### WHAT THE EXERCISE ASKS
What you return must be the lines of the data that hold the word "Liquor".

Stored data entries
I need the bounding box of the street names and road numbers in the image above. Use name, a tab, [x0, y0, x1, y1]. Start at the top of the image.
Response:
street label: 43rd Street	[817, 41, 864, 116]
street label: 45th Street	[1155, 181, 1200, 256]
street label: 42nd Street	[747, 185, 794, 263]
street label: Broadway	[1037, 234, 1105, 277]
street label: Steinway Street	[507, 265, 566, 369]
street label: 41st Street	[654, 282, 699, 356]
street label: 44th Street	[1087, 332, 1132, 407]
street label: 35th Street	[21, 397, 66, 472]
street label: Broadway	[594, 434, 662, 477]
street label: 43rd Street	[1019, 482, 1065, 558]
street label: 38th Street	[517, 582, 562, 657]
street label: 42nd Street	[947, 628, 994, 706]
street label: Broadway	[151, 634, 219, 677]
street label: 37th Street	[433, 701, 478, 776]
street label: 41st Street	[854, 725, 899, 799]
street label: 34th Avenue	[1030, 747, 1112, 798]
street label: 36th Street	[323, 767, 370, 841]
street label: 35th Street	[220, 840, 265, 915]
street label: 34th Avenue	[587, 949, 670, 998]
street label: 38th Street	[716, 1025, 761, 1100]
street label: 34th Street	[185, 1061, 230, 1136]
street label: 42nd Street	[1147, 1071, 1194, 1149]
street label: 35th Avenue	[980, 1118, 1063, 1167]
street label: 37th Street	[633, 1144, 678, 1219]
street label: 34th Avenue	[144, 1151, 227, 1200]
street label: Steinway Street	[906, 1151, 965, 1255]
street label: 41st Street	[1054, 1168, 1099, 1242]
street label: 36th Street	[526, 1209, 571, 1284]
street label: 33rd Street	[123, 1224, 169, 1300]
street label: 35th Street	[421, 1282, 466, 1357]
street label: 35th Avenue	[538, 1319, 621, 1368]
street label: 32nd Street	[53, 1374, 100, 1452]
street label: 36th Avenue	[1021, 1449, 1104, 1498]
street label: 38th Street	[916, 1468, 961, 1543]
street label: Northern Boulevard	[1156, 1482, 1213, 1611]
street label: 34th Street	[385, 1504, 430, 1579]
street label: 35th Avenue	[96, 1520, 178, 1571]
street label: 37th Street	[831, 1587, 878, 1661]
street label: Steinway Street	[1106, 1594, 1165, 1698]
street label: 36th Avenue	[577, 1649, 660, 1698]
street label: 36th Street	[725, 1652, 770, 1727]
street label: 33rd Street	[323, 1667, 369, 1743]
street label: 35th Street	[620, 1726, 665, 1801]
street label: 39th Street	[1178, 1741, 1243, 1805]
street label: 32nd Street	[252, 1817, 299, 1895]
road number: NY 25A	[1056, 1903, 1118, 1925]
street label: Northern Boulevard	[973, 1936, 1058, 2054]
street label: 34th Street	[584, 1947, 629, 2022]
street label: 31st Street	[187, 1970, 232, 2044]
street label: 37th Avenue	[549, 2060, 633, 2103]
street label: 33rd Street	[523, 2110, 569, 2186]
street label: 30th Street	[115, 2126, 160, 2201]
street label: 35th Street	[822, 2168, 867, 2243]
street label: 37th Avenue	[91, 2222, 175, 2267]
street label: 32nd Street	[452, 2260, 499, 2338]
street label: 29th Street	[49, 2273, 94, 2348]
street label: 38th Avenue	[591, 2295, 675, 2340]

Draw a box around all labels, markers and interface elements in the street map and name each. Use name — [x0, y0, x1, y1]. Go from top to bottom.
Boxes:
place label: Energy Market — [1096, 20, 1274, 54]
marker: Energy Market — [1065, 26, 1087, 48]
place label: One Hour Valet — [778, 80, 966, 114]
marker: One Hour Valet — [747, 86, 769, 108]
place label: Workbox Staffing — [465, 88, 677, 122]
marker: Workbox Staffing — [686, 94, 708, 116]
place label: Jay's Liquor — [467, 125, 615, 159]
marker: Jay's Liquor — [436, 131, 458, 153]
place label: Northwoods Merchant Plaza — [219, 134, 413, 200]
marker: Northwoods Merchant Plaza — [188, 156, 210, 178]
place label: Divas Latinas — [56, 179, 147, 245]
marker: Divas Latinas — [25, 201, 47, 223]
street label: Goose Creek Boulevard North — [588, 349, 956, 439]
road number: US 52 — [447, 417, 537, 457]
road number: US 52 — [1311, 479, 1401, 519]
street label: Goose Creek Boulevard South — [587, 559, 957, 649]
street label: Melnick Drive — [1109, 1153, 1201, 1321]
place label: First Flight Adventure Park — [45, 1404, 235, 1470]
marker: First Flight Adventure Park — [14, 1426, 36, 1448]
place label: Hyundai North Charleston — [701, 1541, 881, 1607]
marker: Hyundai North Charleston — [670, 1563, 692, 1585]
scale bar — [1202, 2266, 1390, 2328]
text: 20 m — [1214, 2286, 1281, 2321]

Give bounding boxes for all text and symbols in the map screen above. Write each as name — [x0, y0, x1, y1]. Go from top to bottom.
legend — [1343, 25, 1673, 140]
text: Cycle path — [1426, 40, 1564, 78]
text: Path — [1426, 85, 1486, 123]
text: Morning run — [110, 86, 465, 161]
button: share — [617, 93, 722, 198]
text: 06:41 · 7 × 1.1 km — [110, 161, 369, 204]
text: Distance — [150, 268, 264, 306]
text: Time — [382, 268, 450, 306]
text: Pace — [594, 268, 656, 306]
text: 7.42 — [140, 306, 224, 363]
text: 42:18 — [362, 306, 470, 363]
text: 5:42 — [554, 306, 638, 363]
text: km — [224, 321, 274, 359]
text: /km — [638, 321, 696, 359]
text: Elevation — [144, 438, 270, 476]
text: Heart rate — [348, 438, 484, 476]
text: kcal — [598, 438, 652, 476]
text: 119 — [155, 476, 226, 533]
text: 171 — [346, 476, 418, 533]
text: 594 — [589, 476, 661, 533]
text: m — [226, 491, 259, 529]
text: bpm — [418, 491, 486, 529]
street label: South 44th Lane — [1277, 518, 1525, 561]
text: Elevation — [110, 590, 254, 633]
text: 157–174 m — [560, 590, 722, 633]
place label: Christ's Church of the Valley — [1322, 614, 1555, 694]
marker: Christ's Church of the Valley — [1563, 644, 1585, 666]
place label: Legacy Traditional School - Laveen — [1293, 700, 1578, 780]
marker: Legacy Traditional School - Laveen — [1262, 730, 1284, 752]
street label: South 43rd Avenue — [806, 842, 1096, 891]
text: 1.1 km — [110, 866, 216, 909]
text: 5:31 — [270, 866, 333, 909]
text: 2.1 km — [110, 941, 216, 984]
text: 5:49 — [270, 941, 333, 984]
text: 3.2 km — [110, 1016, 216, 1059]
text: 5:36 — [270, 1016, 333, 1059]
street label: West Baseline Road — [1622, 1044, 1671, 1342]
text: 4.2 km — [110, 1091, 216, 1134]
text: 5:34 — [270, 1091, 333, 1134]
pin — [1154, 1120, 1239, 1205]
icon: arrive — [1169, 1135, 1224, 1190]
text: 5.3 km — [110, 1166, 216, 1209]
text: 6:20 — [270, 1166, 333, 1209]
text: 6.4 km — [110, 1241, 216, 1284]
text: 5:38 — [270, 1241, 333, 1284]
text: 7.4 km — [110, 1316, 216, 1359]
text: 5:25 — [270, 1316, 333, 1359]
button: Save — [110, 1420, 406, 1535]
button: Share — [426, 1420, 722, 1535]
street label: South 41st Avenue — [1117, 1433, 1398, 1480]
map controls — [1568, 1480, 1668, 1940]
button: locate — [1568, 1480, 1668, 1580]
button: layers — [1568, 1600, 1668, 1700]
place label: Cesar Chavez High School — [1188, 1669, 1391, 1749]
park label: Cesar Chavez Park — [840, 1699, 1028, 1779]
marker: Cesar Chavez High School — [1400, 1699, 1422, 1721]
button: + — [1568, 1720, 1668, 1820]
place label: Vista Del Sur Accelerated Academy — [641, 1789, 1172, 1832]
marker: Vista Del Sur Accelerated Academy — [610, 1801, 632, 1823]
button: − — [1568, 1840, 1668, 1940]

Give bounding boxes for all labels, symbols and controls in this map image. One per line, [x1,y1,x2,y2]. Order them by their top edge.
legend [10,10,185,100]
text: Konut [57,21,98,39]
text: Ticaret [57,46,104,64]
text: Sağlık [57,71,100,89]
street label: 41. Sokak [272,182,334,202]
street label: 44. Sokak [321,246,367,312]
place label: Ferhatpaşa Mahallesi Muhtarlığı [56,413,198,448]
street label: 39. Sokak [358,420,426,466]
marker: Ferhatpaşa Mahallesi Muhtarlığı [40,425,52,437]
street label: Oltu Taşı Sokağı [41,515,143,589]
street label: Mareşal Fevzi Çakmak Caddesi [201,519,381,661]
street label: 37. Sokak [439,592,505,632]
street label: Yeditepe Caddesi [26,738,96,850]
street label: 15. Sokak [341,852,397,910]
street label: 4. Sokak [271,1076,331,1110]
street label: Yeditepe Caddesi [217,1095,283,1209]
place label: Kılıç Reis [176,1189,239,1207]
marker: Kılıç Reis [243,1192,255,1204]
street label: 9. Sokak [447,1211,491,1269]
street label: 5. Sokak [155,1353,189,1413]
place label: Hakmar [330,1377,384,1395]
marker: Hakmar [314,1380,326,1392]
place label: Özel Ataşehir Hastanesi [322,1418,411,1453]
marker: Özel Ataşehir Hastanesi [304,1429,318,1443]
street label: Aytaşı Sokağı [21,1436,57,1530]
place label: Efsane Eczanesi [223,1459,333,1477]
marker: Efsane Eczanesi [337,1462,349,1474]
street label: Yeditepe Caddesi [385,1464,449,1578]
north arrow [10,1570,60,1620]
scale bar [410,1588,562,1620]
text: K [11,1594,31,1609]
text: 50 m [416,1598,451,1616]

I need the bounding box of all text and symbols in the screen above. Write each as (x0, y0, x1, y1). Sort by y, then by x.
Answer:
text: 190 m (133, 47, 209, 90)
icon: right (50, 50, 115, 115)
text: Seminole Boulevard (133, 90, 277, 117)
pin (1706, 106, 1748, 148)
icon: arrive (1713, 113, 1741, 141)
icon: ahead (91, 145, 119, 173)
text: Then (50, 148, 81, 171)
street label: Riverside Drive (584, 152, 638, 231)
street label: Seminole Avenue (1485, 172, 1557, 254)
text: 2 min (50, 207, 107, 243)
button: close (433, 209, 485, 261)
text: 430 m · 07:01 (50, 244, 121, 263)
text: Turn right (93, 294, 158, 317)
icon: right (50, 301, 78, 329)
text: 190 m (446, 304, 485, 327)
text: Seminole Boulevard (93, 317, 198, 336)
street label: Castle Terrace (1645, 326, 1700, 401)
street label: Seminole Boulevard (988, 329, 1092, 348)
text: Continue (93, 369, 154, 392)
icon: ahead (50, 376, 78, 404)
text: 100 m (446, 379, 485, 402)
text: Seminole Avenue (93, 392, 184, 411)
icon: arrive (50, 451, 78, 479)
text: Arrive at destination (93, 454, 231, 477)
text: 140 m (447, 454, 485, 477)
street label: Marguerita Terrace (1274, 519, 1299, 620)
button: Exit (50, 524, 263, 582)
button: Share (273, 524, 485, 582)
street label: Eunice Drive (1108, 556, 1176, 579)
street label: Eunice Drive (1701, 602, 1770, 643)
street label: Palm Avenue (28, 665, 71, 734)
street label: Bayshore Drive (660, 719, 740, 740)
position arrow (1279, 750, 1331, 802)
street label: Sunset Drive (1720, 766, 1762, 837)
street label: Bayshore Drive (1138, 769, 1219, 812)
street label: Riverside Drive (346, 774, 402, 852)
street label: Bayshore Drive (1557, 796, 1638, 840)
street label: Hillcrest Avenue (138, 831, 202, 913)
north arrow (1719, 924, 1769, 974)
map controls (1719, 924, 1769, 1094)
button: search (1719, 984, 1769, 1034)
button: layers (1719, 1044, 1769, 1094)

### ANSWER TO THIS EXERCISE
place label: Jay's Liquor — [467, 125, 615, 159]
marker: Jay's Liquor — [436, 131, 458, 153]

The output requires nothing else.